Quote from: Shawn Driscoll;958416I played TFT when I thought I was going towards simulation mechanics for my games. It became more so when Man To Man was released.

Saw a copy of Man to Man once but never have read it or played it. My impression was it was some sort of gladiatorial fighting game.

ffilz

Quote from: jeff37923;958194Damnit! I see this thread just as I have to go to work!

Tell me, have you done a comparison between Traveller 1977 and Traveller 1981?

More later....

Quote from: Dumarest;958427Saw a copy of Man to Man once but never have read it or played it.
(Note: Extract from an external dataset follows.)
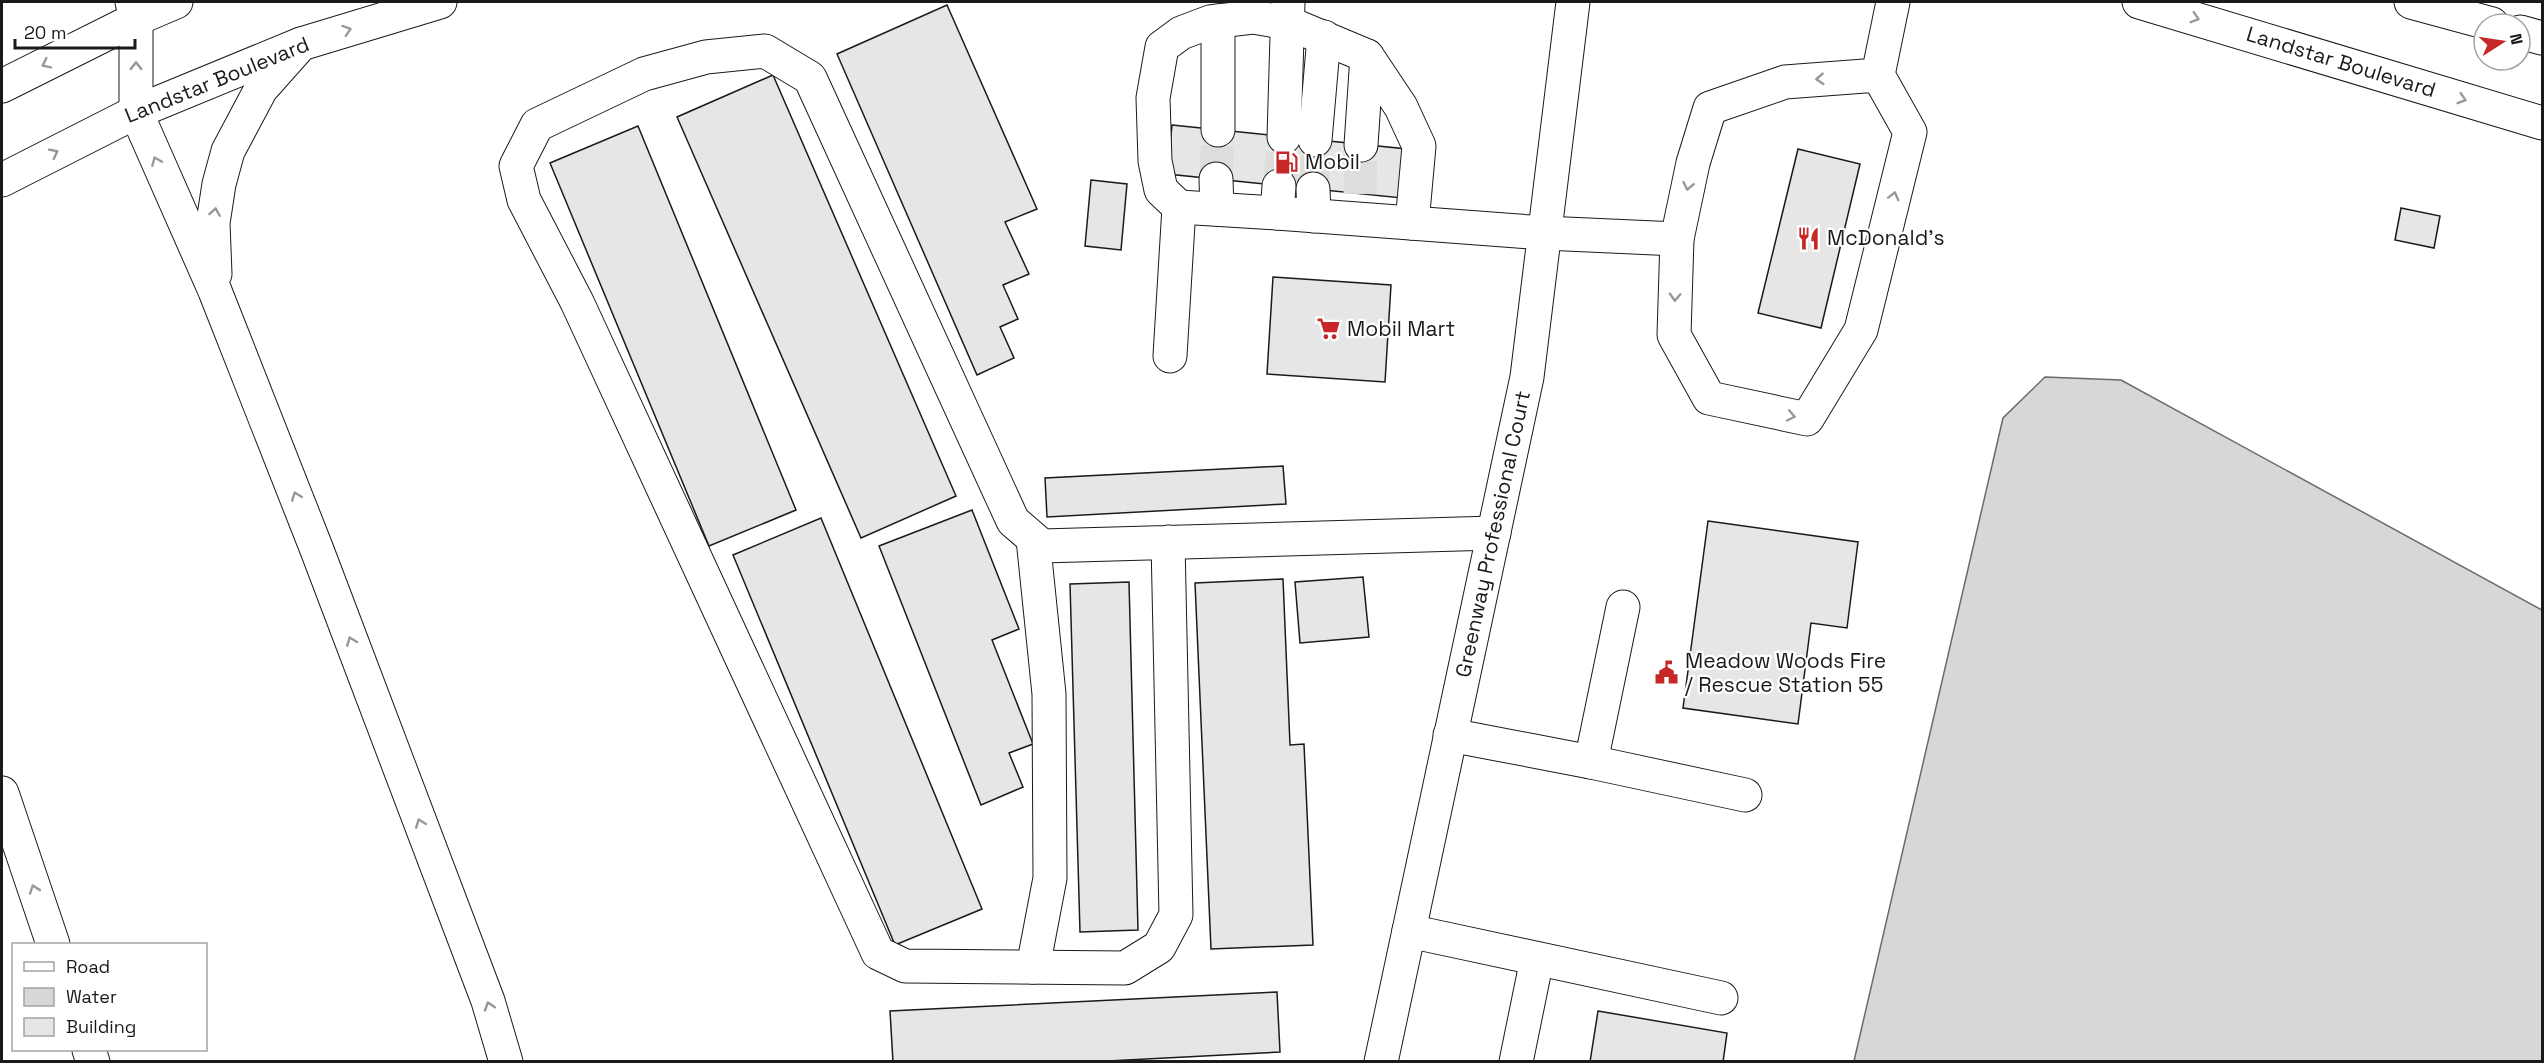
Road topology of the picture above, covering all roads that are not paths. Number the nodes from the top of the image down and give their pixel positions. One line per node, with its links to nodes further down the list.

My impression was it was some sort of gladiatorial fighting game.

I did also, long enough to photocopy the battle map... I've always thought of it as "Man to Man is to GURPS and Melee is to The Fantasy Trip"

Weru

Is TFT doable if you prefer theatre of the mind or is the battle map essential to how the game plays/feels?

Dumarest

#44
Quote from: Weru;958437Is TFT doable if you prefer theatre of the mind or is the battle map essential to how the game plays/feels?

I'm no authority but I think you'd lose a lot of what makes then game exciting and fun. The combat choices you make depend a lot on your position in relation to your opponent. I'd rather use a hex grid and some sort of figure or token when combat arises. I guess you could do it all in your mind but I don't know if that would be playing to the strength of the game.

Probably someone more expert on the topic could answer better. I just play the games; I don't really theorize about them.